Any string dialed is checked against the dial plan and returns "no match",
"match" or "reject". If "reject" is returned, the dial string will not be sent to the
call manager and a busy tone is played. Strings that match will be replaced
with the string defined in the dial plan and then that string is used to dial the
number. Strings that do not match any of the rules will be used as they are to
dial the number.
If no dial plan is set, the dialed numbers are used to setup a call on the call
manager without any check.
Dial plans consist of a series of dial digits (0..9, *, #) and modifiers ('x', '[]', '.',
'<:>', ',', '!', '^', '{}') separated by '|' .
NOTE: There should be no spaces in the dial plan. The examples below show
spaces for readability only.
Definition of modifiers
'x' represents a wildcard and matches any numeric digit ('0' .. '9')
'[]' defines a range
[389] represents '3' or '8' or '9'
[3-9] represents '3' or '4' or ... or '8' or '9'
'.' indicates to repeat the previous number or sub-string
"01." matches "0", "01", "011", "0111", etc.
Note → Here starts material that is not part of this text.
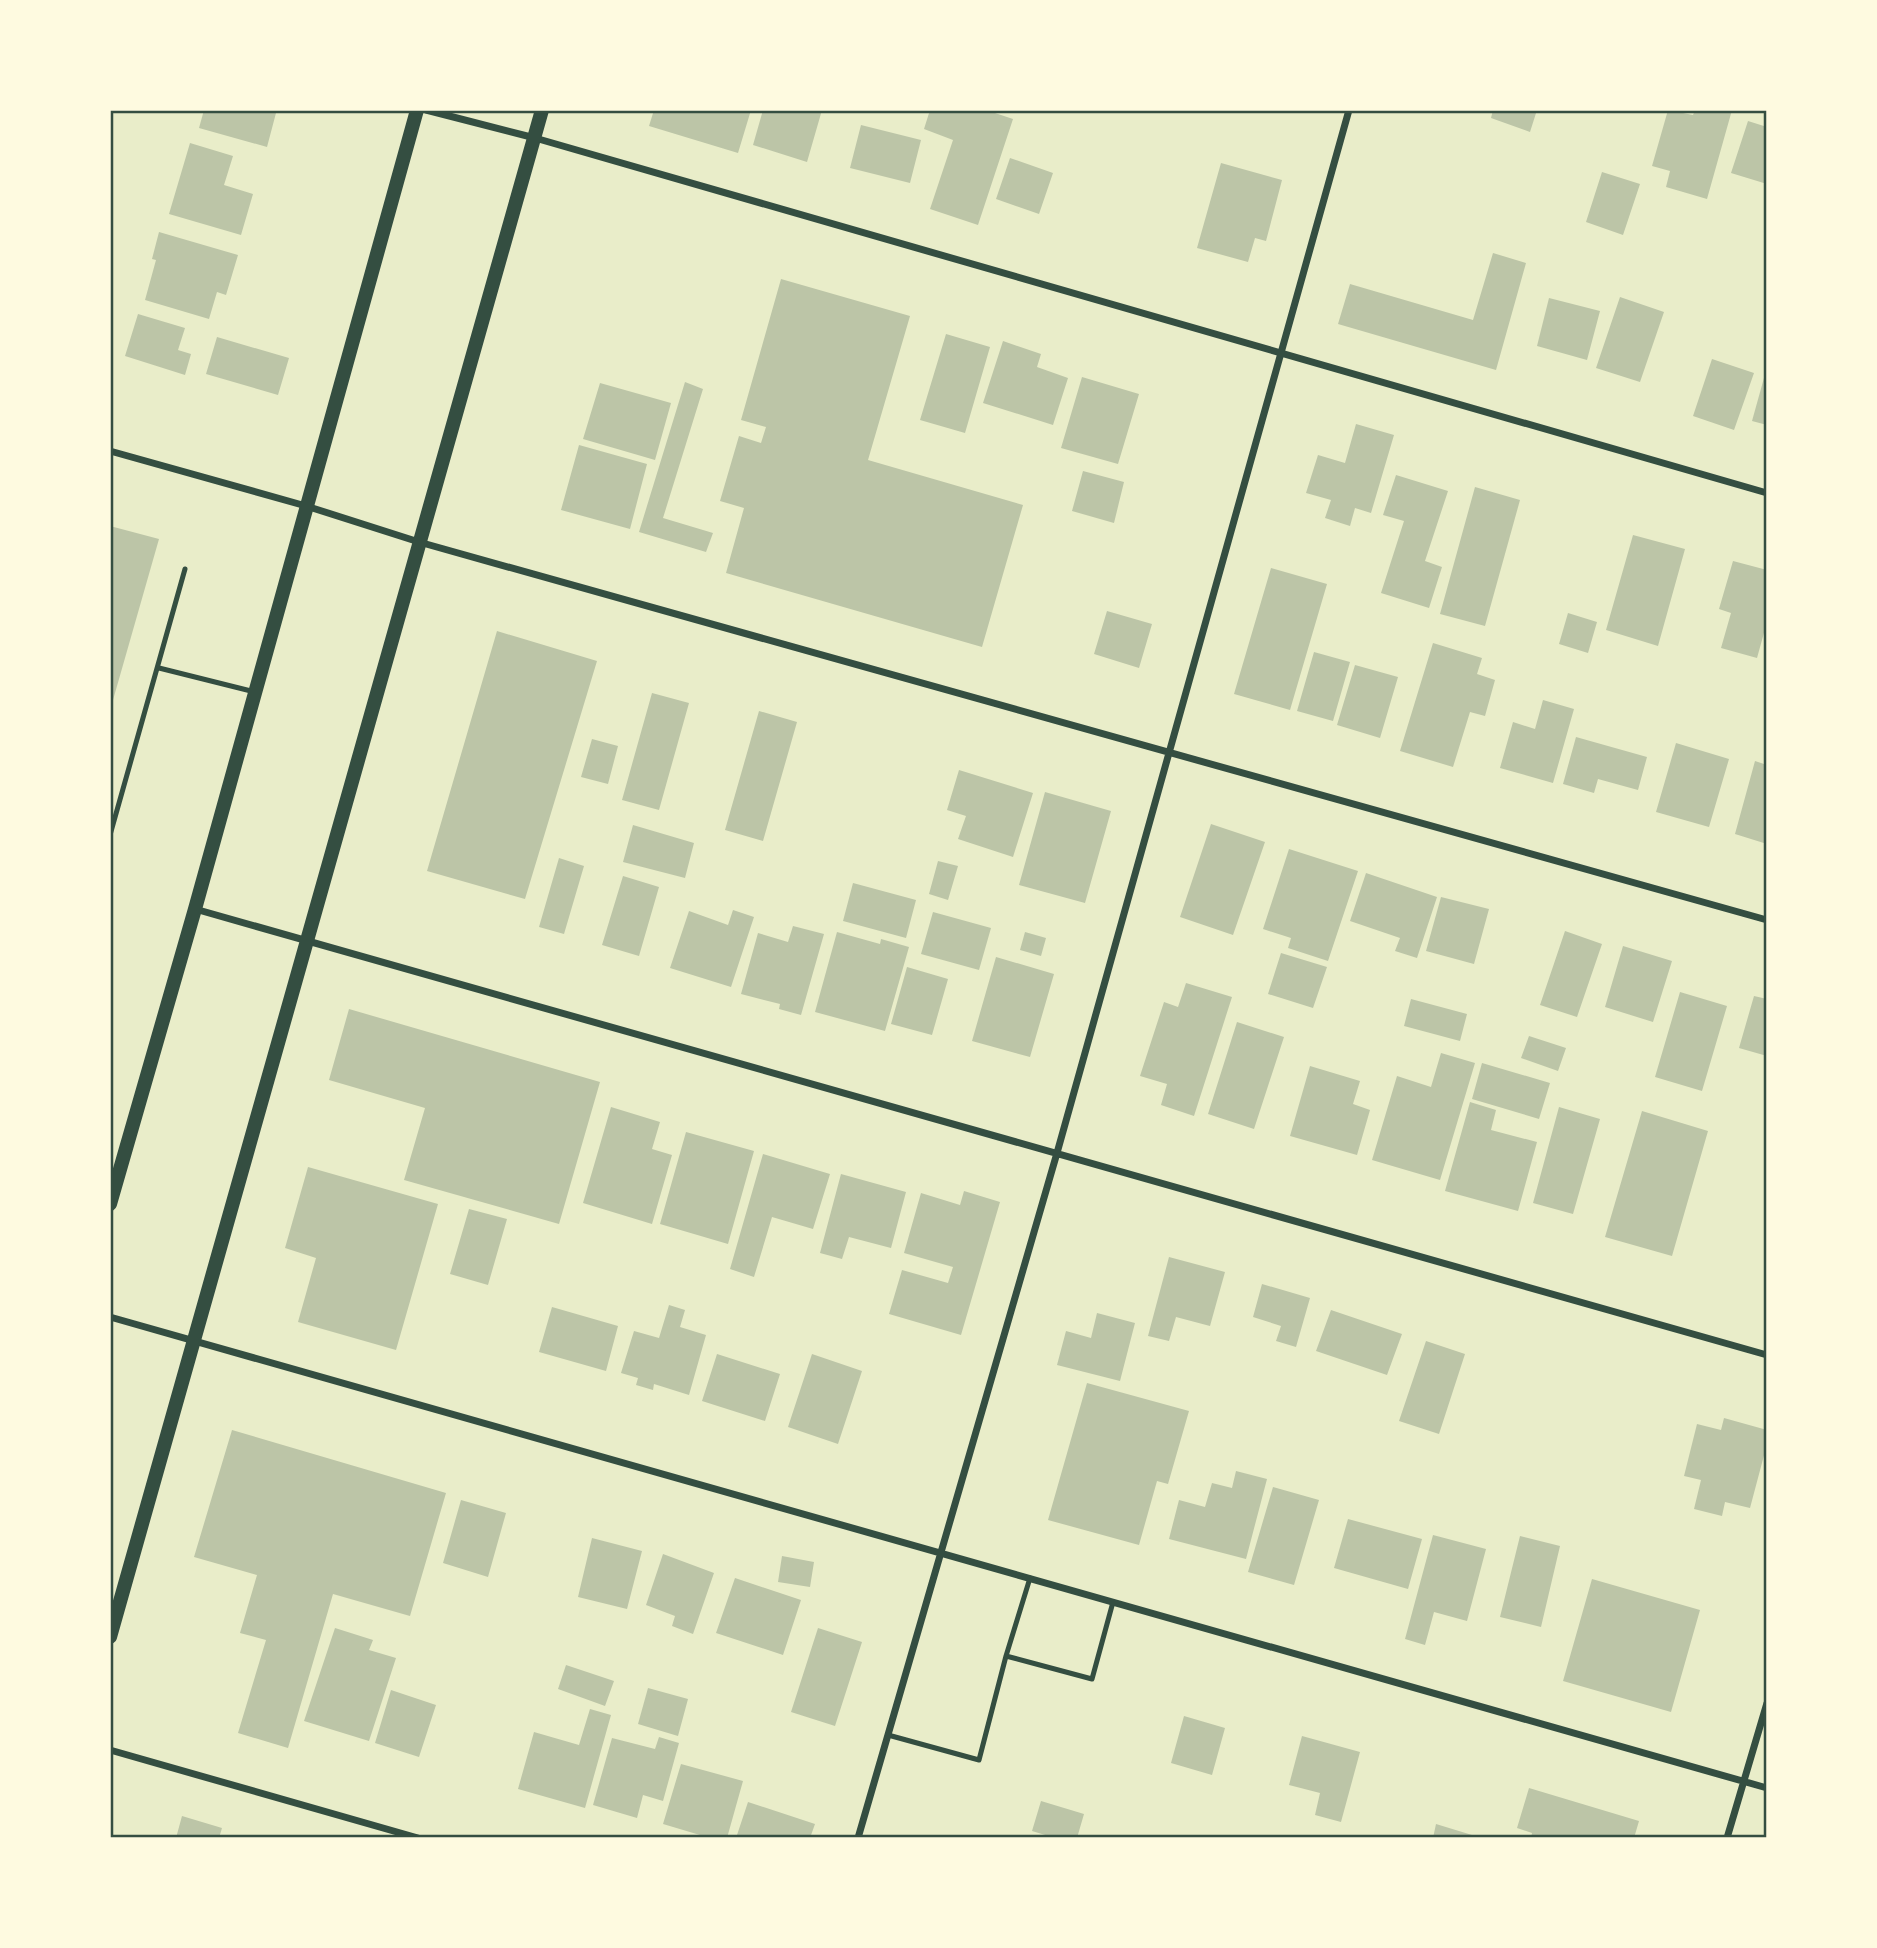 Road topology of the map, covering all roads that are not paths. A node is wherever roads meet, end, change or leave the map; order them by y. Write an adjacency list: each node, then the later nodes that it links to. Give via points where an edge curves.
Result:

'<:>' represents a substitution: '<' dialed subsequence ':' transmitted subsequence '>'
"<8:91650>xxxxxxx" would match "85551212" and replace it with "916505551212"
'!' is used to reject a sequence by placing it at the end of the sequence
"1900xxxxxxx!" will reject 900 area code numbers
'^' is used to exclude digits in the set of the range []
:
[^15] includes 0, 2, 3, 4, 6, 7, 8, 9 i.e. [02346789]
[^2-4] includes 0, 1, 5, 6, 7, 8, 9 i.e. [0156789]
The above modifiers are part of "DRegex" as defined in RFC4730.